§ EXERCISE:
Copy each line from the records below in which the word "paths" is found.
DATASET: Begin
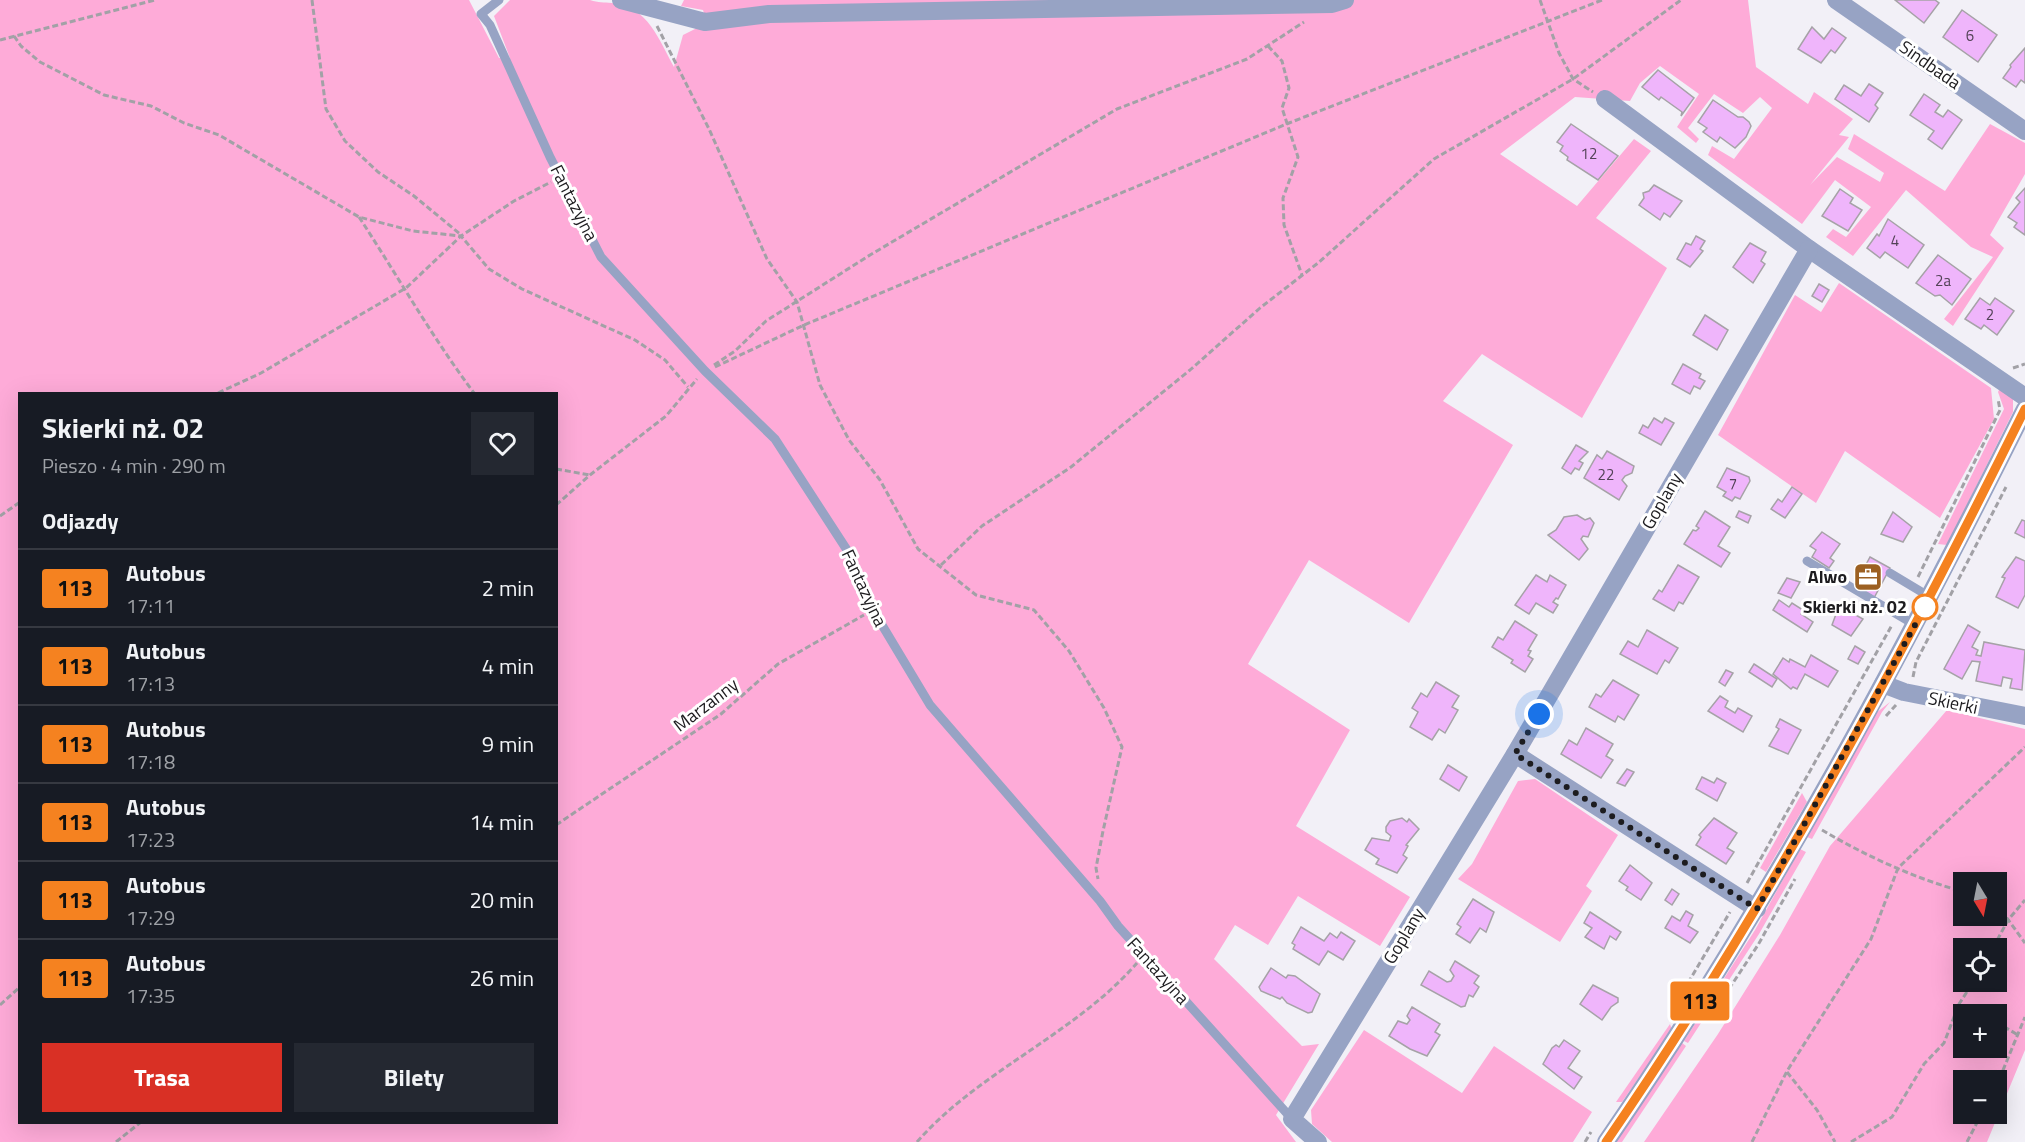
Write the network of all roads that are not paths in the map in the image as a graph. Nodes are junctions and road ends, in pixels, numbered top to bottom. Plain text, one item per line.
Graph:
DATASET: End
DATASET: Begin
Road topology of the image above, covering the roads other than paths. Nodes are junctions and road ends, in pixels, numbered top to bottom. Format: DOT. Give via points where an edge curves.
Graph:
DATASET: End
§ RESULT OF THE TASK:
Write the network of all roads that are not paths in the map in the image as a graph. Nodes are junctions and road ends, in pixels, numbered top to bottom. Plain text, one item per line.
Road topology of the image above, covering the roads other than paths. Nodes are junctions and road ends, in pixels, numbered top to bottom. Format: DOT. Give via points where an edge curves.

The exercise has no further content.